◆ Saved data entries:
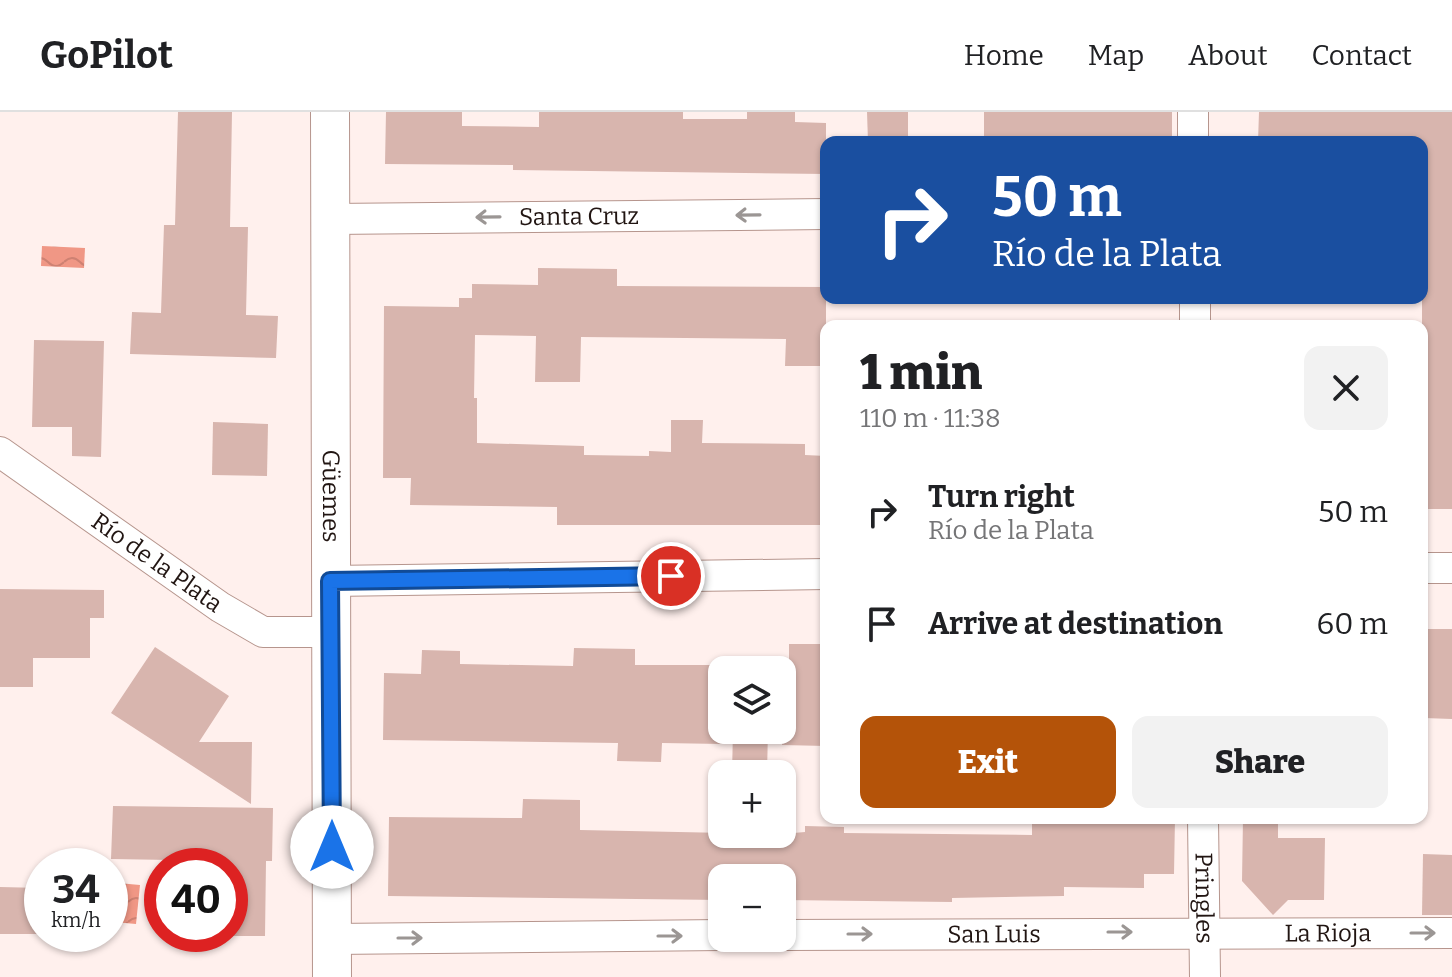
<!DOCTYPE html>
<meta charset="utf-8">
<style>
body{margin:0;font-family:Bitter,serif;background:#f2f2f2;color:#202124;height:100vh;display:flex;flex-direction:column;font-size:30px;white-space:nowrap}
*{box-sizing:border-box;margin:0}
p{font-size:26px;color:#757577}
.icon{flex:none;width:44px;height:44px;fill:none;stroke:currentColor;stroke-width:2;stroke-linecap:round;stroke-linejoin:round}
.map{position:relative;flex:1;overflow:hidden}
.side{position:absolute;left:820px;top:208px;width:608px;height:504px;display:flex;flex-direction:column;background:#fff;border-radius:16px;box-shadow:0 2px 6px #0004}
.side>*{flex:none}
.guide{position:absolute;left:820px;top:24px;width:608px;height:168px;border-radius:16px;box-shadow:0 2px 6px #0004;background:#1a4fa0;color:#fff;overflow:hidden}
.tools{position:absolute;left:708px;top:544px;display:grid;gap:16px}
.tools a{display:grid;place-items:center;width:88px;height:88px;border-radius:16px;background:#fff;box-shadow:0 2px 6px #0004;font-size:40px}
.speed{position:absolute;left:24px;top:736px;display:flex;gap:16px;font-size:40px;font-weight:700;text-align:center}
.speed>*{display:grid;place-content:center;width:104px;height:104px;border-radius:50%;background:#fff;box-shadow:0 2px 6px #0004;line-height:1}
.speed small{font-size:20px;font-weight:400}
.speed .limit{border:12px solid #d22;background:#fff;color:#111}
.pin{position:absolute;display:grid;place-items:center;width:68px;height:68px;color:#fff;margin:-34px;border:4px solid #fff;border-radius:50%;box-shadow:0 2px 8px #0007}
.me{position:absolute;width:88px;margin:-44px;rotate:0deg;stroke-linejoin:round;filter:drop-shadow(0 0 6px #0008)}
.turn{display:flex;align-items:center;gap:28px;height:168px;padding:0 40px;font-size:36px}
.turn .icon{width:104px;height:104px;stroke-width:2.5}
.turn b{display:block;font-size:56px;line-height:68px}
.round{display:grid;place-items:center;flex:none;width:84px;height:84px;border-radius:16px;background:#f2f2f2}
.headline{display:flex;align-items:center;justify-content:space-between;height:136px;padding:0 40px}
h1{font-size:48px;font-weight:800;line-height:60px}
.primary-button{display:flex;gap:16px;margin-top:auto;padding:16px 40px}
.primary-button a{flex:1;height:92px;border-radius:16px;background:#b45309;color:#fff;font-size:32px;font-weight:800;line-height:92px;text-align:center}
.primary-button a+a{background:#f2f2f2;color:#202124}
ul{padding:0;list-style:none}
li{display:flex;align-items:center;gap:24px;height:112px;padding:0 40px}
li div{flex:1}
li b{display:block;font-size:30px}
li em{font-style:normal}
header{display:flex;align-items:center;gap:48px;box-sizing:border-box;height:112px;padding:0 40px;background:#fff;border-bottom:2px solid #e0e0e0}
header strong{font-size:38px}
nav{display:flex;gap:44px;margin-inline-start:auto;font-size:28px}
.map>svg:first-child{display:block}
.water{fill:url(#water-waves)}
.building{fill:#d8b5ae}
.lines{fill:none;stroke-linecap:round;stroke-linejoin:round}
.minor-casing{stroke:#b6958d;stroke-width:32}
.tertiary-casing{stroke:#b6958d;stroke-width:40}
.minor{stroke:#fff;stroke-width:30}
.tertiary{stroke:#fff;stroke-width:38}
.oneway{stroke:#9b9694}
.route-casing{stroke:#114b97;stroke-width:20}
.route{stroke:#1a73e8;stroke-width:14}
.labels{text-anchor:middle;stroke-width:8;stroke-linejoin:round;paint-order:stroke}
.street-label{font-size:24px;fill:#211512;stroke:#fff0ed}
</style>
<header>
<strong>GoPilot</strong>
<nav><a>Home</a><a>Map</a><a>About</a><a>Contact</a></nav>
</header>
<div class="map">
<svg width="1452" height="865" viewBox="0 0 1452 865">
<defs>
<pattern id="water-waves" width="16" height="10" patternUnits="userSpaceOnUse" patternTransform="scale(2)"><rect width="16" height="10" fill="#f09785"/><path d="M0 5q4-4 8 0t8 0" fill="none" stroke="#ce8172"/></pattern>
</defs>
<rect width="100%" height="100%" fill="#fff0ed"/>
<g class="water">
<polygon points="42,134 85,136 84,156 41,154"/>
<polygon points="118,771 140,773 136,812 114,810"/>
</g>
<g class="building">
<polygon points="178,0 232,0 230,115 248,115 246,203 278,204 276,246 130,242 132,200 161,201 164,113 175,113"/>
<polygon points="386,0 462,0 462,14 539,15 539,0 683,0 683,7 747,7 747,0 795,0 795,10 826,11 826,62 513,58 513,53 385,52"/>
<polygon points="867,0 908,0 908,30 868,30"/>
<rect x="984" y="0" width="188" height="30"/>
<polygon points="1259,0 1452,0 1452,397 1422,397 1422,30 1258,30"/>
<polygon points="538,156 617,157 617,174 826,175 826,254 785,254 786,227 581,225 580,270 535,270 536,224 475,223 474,286 477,286 477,331 584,334 584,343 649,344 649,339 671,340 671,308 703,308 702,331 805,332 805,343 826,344 826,413 557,413 557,395 410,393 411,366 383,366 384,194 459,195 459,186 472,186 472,172 538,173"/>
<polygon points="34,228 104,229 101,345 72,344 72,315 32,315"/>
<polygon points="213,310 268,312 267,364 212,363"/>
<polygon points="0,477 104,478 104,506 90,506 90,546 33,546 33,575 0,575"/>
<polygon points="1425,517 1452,517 1452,607 1424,606"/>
<polygon points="789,532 826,532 826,634 782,633 782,553 789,553"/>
<polygon points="155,535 229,584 199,630 252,630 251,692 111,601"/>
<polygon points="574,536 635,537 635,553 722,553 722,632 662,631 661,650 617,649 618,631 383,628 384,561 421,562 422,538 460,539 460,552 573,554"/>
<polygon points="733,618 768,618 767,662 732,662"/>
<polygon points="523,687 580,688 580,718 782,722 805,720 805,714 844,715 844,721 1032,723 1032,706 1175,706 1174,762 1144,762 1144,776 1064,775 1064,784 952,786 952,790 782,788 782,766 722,766 722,788 388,784 389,705 522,706"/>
<polygon points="113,694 273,696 272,749 266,749 265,824 230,824 230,749 111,747"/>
<polygon points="1243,706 1278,706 1278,726 1325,726 1324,788 1288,788 1273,803 1242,769"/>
<polygon points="1423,742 1452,743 1452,803 1422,803"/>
<polygon points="0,775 42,776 42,822 0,822"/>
</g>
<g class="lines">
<g class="minor-casing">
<g id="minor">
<polyline points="1193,0 1193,30"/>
<path id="s1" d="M 331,107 L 826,102"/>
<polyline points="1195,186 1195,214"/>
<path id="s2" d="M 0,340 L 220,495 L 263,520 L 330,520"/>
<polyline points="1422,456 1452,456"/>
<polyline points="330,469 826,462"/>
<path id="s3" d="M 1203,706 L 1205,865"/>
<path id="s4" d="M 782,823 L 1452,821"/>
<polyline points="332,827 722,823"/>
</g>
</g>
<g class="tertiary-casing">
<g id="tertiary">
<path id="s5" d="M 330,0 L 332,865"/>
</g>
</g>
<use href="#minor" class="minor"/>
<use href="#tertiary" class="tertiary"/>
</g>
<defs><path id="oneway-shaft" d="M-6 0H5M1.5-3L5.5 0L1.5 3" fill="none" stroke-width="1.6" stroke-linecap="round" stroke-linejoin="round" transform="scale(2)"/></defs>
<g class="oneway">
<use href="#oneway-shaft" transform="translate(748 103) rotate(179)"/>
<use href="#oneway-shaft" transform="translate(488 105) rotate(179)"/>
<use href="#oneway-shaft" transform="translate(1120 820)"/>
<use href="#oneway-shaft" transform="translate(1423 821)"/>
<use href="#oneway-shaft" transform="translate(860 822)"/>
<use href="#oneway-shaft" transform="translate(670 824)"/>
<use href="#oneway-shaft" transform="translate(410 826)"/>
</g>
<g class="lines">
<g class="route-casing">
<polyline id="route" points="332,735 330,469 671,464"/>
</g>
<use href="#route" class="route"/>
</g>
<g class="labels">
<g class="street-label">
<text dy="8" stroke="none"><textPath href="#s1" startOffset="248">Santa Cruz</textPath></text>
<text dy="8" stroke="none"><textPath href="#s5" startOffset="384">Güemes</textPath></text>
<text dy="8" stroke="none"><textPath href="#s2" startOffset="192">Río de la Plata</textPath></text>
<text dy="8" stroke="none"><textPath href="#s3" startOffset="80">Pringles</textPath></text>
<text dy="8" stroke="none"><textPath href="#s4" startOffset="546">La Rioja</textPath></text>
<text dy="8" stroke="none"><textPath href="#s4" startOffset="212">San Luis</textPath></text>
</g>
</g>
</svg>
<div class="tools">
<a><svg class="icon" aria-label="layers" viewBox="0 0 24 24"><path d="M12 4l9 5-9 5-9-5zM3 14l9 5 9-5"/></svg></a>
<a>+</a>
<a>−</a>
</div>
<div class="speed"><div>34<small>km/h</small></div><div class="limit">40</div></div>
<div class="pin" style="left:671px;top:464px;background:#d93025"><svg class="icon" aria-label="arrive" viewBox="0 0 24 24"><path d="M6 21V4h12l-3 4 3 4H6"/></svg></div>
<svg class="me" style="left:332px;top:735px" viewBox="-20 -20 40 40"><circle r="19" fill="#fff"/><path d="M0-13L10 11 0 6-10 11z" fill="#1a73e8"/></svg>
<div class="guide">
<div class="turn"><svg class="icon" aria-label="right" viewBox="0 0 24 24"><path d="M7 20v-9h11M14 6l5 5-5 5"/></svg><div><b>50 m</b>Río de la Plata</div></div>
</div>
<section class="side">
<div class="headline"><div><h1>1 min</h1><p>110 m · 11:38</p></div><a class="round"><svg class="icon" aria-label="close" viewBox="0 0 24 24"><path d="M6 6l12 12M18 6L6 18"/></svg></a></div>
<ul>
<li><svg class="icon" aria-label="right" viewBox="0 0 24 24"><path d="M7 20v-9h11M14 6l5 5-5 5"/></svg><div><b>Turn right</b><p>Río de la Plata</p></div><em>50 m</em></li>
<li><svg class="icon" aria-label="arrive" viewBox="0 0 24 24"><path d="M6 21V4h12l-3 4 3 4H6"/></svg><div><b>Arrive at destination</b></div><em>60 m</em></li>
</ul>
<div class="primary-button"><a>Exit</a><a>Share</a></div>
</section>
</div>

◆ Task requirements: Scan the data, and report each line that uses the word "limit".

◆ Answer section:
.speed .limit{border:12px solid #d22;background:#fff;color:#111}
<div class="speed"><div>34<small>km/h</small></div><div class="limit">40</div></div>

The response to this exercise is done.